Improving Adversarial Training using Vulnerability-Aware Perturbation Budget
Olukorede Fakorede, Modeste Atsague, Jin Tian
TL;DR
This work identifies that fixed perturbation budgets in adversarial training fail to exploit sample-specific vulnerabilities. It introduces two vulnerability-aware radii strategies, Margin-Weighted Perturbation Budget (MWPB) and Standard-Deviation-Weighted Perturbation Budget (SDWPB), to adapt the inner maximization per sample using per-sample vulnerability scores derived from a margin or a standardized logit spread. The proposed methods integrate with standard AT, TRADES, and MART, show improved robustness against strong white-box and black-box attacks on CIFAR-10, SVHN, and Tiny ImageNet, while employing a two-phase training regime to manage the challenges of larger radii. Overall, vulnerability-aware perturbation budgets enhance AT effectiveness by better aligning perturbation strength with per-example vulnerability, with practical benefits for deploying robust models in diverse settings.
Abstract
Adversarial Training (AT) effectively improves the robustness of Deep Neural Networks (DNNs) to adversarial attacks. Generally, AT involves training DNN models with adversarial examples obtained within a pre-defined, fixed perturbation bound.

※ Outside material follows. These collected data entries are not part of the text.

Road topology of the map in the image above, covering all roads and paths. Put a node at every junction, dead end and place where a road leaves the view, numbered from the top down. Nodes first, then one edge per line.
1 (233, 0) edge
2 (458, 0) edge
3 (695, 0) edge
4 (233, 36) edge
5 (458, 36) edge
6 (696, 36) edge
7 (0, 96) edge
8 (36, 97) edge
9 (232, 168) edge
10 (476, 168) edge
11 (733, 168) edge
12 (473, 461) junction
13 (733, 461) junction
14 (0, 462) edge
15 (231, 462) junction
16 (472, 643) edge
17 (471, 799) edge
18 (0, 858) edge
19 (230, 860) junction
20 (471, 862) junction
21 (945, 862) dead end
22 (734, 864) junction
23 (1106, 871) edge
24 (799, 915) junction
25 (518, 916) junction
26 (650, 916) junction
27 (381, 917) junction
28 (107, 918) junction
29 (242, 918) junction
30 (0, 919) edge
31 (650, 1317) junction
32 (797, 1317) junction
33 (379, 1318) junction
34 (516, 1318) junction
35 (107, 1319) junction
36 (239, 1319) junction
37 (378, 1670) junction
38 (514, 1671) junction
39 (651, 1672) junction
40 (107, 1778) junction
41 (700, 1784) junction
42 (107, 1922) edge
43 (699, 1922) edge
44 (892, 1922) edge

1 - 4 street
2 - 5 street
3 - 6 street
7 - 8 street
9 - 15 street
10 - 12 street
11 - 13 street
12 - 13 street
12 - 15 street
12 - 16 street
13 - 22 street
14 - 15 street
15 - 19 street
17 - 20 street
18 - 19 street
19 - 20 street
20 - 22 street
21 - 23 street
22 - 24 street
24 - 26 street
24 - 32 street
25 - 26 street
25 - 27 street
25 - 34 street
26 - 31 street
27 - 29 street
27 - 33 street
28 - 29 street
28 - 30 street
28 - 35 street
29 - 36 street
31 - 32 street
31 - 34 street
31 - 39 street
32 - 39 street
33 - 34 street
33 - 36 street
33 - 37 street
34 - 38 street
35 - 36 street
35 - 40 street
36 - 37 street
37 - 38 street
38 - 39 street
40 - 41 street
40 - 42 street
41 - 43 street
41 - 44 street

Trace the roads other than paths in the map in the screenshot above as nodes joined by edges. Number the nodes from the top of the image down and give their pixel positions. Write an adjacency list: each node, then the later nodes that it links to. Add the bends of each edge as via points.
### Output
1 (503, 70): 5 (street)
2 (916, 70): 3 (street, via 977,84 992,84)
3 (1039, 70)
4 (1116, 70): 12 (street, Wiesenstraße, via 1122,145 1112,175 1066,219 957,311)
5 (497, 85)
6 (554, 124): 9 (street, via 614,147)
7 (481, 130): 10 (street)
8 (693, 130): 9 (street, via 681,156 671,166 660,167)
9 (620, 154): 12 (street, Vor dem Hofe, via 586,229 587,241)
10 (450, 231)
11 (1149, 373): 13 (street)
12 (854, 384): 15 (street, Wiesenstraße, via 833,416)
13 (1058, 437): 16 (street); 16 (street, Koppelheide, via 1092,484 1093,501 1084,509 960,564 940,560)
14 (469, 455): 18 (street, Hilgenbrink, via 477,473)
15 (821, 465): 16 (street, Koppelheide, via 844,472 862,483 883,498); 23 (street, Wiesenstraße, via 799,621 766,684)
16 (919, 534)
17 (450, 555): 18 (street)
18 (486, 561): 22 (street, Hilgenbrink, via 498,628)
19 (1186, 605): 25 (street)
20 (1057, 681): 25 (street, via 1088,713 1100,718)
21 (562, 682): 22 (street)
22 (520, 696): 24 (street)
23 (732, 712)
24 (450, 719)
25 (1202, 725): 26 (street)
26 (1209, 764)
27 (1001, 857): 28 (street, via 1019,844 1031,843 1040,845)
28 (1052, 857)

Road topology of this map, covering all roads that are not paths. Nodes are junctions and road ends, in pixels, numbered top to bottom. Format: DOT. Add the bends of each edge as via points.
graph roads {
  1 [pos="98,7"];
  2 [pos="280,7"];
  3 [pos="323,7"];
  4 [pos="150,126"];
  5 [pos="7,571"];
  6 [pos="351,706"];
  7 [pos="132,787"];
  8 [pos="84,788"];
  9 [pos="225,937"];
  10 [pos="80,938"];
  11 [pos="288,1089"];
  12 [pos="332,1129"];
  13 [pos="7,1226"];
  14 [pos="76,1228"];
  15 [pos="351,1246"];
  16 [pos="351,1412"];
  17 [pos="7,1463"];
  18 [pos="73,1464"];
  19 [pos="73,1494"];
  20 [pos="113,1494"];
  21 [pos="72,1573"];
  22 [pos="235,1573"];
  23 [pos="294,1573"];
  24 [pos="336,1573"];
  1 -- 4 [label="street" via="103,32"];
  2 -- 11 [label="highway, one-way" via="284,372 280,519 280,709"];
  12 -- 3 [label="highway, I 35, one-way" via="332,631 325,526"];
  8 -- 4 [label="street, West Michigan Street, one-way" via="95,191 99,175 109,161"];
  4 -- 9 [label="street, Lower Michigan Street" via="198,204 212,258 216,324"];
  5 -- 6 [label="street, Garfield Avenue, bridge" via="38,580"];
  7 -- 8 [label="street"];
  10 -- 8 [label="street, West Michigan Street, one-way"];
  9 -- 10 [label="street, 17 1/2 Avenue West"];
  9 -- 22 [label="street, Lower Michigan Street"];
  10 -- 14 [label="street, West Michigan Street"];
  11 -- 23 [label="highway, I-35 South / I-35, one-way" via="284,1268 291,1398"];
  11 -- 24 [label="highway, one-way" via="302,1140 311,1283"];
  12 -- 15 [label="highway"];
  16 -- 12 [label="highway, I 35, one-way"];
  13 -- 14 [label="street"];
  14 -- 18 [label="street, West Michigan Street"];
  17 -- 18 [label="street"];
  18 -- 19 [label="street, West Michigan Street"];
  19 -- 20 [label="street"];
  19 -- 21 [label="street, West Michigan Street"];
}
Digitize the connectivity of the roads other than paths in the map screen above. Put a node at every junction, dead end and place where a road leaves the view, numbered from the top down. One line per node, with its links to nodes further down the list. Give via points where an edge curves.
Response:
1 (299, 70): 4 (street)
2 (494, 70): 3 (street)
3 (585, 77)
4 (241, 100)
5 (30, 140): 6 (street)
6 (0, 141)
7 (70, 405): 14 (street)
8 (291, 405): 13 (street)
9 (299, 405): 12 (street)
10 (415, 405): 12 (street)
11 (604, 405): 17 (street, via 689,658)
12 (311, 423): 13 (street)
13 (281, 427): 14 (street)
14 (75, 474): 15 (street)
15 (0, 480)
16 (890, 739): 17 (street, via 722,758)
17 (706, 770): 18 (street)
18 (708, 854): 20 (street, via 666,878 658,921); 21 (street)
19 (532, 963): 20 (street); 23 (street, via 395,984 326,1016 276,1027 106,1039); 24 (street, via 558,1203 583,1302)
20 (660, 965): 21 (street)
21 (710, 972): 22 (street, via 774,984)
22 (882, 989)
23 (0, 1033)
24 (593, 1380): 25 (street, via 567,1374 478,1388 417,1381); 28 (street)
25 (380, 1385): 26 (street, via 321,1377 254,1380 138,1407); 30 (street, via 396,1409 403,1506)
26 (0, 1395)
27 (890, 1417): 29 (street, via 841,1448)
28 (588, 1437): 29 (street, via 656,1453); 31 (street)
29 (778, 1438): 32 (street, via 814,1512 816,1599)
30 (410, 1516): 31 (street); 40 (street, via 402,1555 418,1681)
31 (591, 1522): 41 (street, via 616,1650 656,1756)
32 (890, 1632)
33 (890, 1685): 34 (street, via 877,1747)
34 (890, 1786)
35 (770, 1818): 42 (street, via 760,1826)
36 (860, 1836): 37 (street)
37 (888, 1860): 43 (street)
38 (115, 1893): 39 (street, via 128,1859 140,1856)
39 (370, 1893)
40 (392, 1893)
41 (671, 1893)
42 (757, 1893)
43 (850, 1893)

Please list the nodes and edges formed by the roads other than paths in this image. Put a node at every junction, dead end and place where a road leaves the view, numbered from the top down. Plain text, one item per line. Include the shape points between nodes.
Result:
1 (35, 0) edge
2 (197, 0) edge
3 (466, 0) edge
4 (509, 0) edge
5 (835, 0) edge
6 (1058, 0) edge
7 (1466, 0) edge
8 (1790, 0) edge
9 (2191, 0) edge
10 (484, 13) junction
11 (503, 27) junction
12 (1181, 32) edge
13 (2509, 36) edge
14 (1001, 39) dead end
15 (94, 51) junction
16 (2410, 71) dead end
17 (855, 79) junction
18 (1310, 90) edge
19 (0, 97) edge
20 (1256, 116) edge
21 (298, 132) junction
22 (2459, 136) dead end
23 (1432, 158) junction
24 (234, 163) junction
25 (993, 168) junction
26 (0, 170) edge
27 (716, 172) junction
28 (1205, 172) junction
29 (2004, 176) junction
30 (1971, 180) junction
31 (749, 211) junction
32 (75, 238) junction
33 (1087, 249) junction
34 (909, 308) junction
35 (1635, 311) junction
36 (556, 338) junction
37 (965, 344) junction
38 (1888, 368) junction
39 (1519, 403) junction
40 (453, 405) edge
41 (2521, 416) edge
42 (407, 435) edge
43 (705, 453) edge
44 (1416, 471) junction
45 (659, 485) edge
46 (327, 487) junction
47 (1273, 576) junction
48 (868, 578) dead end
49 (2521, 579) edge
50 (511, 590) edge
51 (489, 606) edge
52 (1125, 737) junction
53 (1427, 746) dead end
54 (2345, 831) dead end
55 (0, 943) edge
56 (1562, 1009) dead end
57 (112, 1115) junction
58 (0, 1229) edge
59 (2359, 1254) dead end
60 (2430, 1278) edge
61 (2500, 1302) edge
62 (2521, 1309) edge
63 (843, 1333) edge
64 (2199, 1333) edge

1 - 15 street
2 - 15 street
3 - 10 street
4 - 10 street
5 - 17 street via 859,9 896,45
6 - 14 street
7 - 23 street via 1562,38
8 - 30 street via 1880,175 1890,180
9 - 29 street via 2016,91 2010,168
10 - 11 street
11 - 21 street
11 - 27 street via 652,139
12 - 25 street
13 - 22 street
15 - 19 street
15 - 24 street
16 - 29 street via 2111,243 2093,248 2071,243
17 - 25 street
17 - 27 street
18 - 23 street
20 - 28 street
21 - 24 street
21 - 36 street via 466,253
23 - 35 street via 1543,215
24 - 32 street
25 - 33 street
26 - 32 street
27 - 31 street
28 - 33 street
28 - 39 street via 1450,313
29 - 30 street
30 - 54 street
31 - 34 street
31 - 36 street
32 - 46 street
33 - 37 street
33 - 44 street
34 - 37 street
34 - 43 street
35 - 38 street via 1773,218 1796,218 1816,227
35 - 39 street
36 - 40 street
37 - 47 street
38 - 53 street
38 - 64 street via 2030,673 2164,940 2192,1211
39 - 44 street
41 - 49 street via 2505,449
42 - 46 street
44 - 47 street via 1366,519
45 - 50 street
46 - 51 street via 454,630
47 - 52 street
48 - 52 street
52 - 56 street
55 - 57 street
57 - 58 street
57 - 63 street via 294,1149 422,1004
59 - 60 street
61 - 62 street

Notably, individual natural examples from which these adversarial examples are crafted exhibit varying degrees of intrinsic vulnerabilities, and as such, crafting adversarial examples with fixed perturbation radius for all instances may not sufficiently unleash the potency of AT. Motivated by this observation, we propose two simple, computationally cheap vulnerability-aware reweighting functions for assigning perturbation bounds to adversarial examples used for AT, named Margin-Weighted Perturbation Budget (MWPB) and Standard-Deviation-Weighted Perturbation Budget (SDWPB). The proposed methods assign perturbation radii to individual adversarial samples based on the vulnerability of their corresponding natural examples. Experimental results show that the proposed methods yield genuine improvements in the robustness of AT algorithms against various adversarial attacks.